[Opening EXTRACTED ENTRIES section]

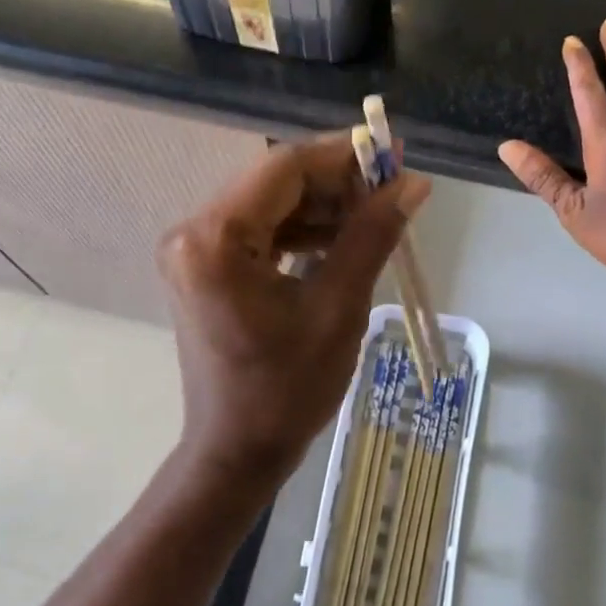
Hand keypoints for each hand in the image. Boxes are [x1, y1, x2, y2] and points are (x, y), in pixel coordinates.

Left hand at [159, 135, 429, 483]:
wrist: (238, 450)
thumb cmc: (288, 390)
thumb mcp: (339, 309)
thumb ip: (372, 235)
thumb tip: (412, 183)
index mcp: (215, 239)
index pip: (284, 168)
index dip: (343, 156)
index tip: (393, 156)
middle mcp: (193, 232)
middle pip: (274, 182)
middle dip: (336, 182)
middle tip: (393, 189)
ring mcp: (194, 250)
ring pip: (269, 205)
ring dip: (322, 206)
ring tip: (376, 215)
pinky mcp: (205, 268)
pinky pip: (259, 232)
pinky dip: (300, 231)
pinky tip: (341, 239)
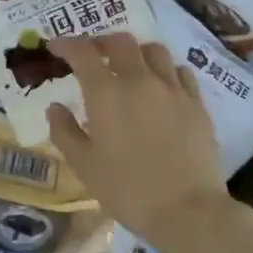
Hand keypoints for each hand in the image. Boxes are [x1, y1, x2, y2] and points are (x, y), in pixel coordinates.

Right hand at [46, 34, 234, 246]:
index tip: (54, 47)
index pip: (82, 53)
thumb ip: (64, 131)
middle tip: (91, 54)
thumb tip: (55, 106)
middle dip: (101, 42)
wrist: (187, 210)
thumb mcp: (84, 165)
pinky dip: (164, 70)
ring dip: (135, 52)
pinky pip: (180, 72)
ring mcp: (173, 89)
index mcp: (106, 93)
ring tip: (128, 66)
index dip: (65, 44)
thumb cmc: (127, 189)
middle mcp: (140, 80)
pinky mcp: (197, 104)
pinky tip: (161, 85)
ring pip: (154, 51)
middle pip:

[Closing EXTRACTED ENTRIES section]

== WORK ORDER ==
Each line of the entries that contains the word "middle" should be listed.

== COMPLETED EXERCISE ==
middle mcp: (193, 232)
middle pip: (274, 182)
middle dip: (336, 182)
middle tip: (393, 189)
middle tip: (91, 54)
middle dip: (101, 42)
middle mcp: (140, 80)
middle pip:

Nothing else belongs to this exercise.